Parental Winter Wonders
Winter stands tall in reminding us of the lists of health conditions we could fall prey to, if we’re not cautious enough. The all-time low, though, is when little children are subjected to these diseases.
Children most often find it difficult to explain their problems clearly. The solution is to understand what winter diseases your children are most likely to be prone to. Watch out for – viral respiratory infections, sore throat (pharyngitis), ear infections and viral gastroenteritis. Here are some of the common winter worries we hear from concerned parents, with resolutions you can make for them.
What should be done should my child have a respiratory infection?
The usual cold simply has to be allowed to run its normal course. A cool mist humidifies and helps retrieve stuffy nose. Older children may gargle with salt water.

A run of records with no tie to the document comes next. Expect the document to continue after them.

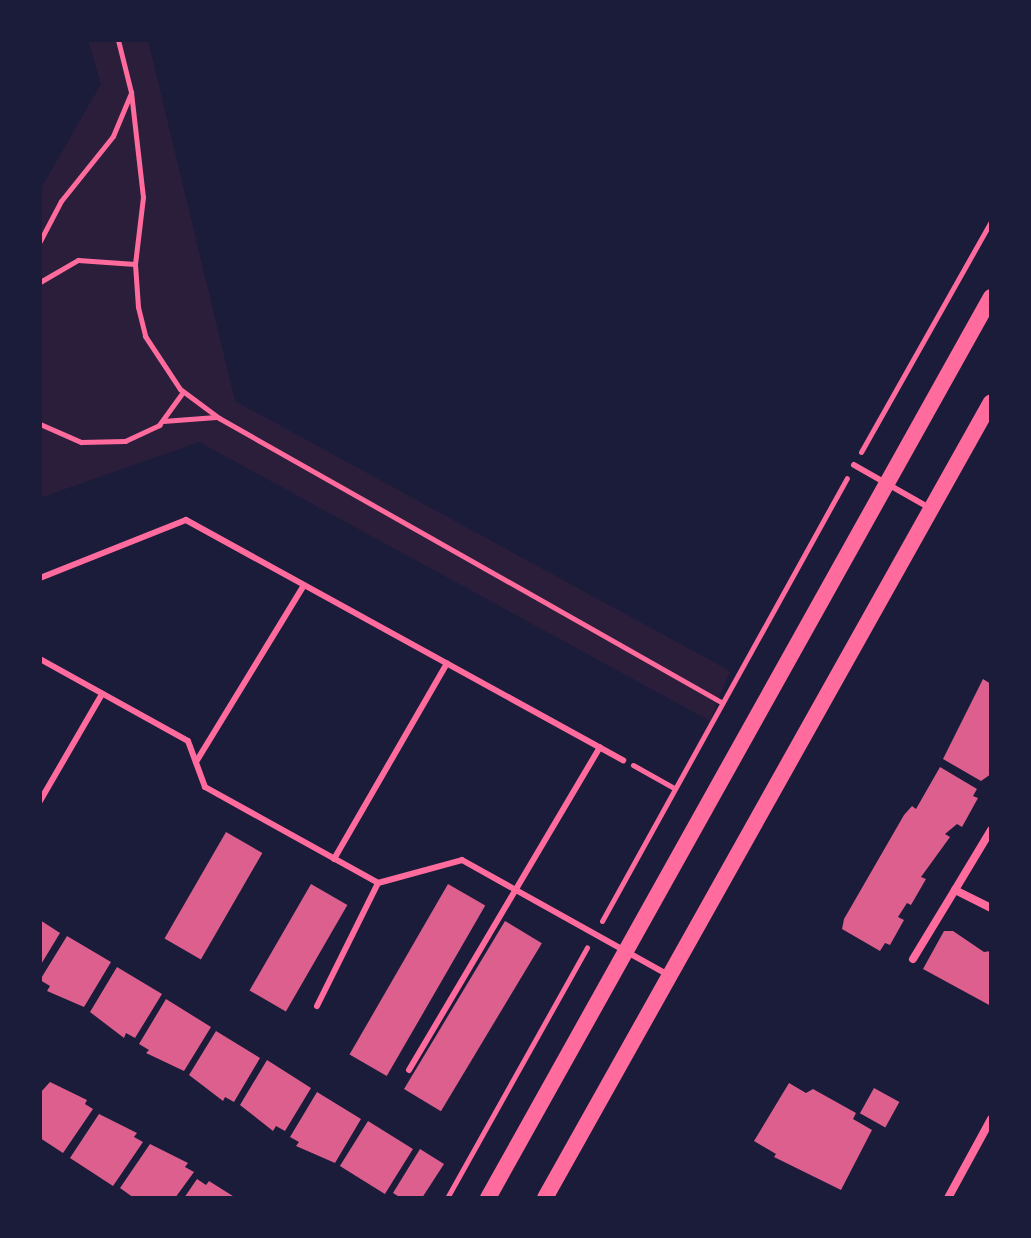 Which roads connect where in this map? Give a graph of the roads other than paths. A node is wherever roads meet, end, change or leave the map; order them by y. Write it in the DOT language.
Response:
graph roads {
  1 [pos="991,297"];
  2 [pos="991,402"];
  3 [pos="854,465"];
  4 [pos="887,484"];
  5 [pos="931,509"];
  6 [pos="40,578"];
  7 [pos="304,585"];
  8 [pos="40,659"];
  9 [pos="447,663"];
  10 [pos="102,694"];
  11 [pos="600,747"];
  12 [pos="623,760"];
  13 [pos="196,762"];
  14 [pos="40,801"];
  15 [pos="991,830"];
  16 [pos="334,859"];
  17 [pos="378,883"];
  18 [pos="514,889"];
  19 [pos="955,890"];
  20 [pos="991,908"];
  21 [pos="626,949"];
  22 [pos="913,959"];
  23 [pos="669,975"];
  24 [pos="317,1006"];
  25 [pos="409,1070"];
  26 [pos="991,1119"];
  27 [pos="488,1198"];
  28 [pos="545,1198"];
  29 [pos="948,1198"];
  1 -- 4 [label="main road"];
  2 -- 5 [label="main road"];
  3 -- 4 [label="lane"];
  4 -- 5 [label="lane"];
  4 -- 21 [label="main road"];
  5 -- 23 [label="main road"];
  6 -- 7 [label="lane"];
  7 -- 9 [label="lane"];
  7 -- 13 [label="lane"];
  8 -- 10 [label="lane"];
  9 -- 11 [label="lane"];
  9 -- 16 [label="lane"];
  10 -- 13 [label="lane"];
  10 -- 14 [label="lane"];
  11 -- 12 [label="lane"];
  11 -- 18 [label="lane"];
  13 -- 16 [label="lane"];
  15 -- 19 [label="street"];
  16 -- 17 [label="lane"];
  17 -- 18 [label="lane"];
  17 -- 24 [label="lane"];
  18 -- 21 [label="lane"];
  18 -- 25 [label="lane"];
  19 -- 20 [label="street"];
  19 -- 22 [label="street"];
  21 -- 23 [label="lane"];
  21 -- 27 [label="main road"];
  23 -- 28 [label="main road"];
  26 -- 29 [label="street"];
}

- Limit exposure to others: Cover the mouth with tissue while coughing and sneezing and throw the used tissue in trash immediately.
- Fluids can help loosen mucus and make the child feel better. Give plenty of fluids and juices to the child. Avoid caffeinated products, as they cause dehydration.
- Paracetamol is the preferred medication for fever.
- Keep child warm and covered up, to protect from the chill.
- Antihistaminics help stop runny nose.
- Consult your pediatrician.
What should I do if my child has asthma? Should I take any special precautions?
Besides the usual precautions as described earlier, children with asthma should continue to take their medicines, if they are on regular medication. They should avoid exposure to the chill, smoke and dust. Some children may need to start some medicines during the early season change. Those children, who have increase in their symptoms, should contact their doctor immediately.
Are antibiotics required in all case of respiratory infections?
No, antibiotics are useful only against bacterial infections. While antibiotics may be useful in select cases, most respiratory infections in children are viral in nature, hence do not require them. Let your pediatrician decide the need and type of antibiotic to be used.
What if my child complains of ear pain?
It is not unusual for a child who has a cold to subsequently develop ear pain. A smaller child may also tug at his/her ear or be out-of-sorts. Sucking and swallowing can also hurt. Most of such infections only require symptomatic treatment with painkillers. It is important to get the child examined by a pediatrician, who would then decide on the need for antibiotics.
When to see a doctor?
Certain symptoms in children warrant urgent medical consult. These are persistently high fevers, cough that disturbs sleep, abnormal behaviour such as unusual drowsiness, refusal to eat, crying a lot, holding ears and stomach and wheezing. It is important to remember that while seasonal illness can be stressful for parents, most of these are mild and resolve spontaneously. Parents and children should make the best of their time together, even in sickness. This can be used as opportunities to be together, and do various activities like reading, listening to music etc. Love and attention are powerful medicines. Sick days well spent can result in lasting memories for both children and parents.
What if my child has a respiratory infection and develops diarrhea subsequently?
Many virus which cause upper respiratory tract infections in children may also result in loose stools in a few days after onset of respiratory symptoms. Most such cases can be managed by giving WHO-ORS solution to prevent dehydration. It’s important to continue feeding the child during diarrhea. Zinc supplements should be started and continued for two weeks after relief of symptoms. Consult your pediatrician if diarrhea persists for more than seven days.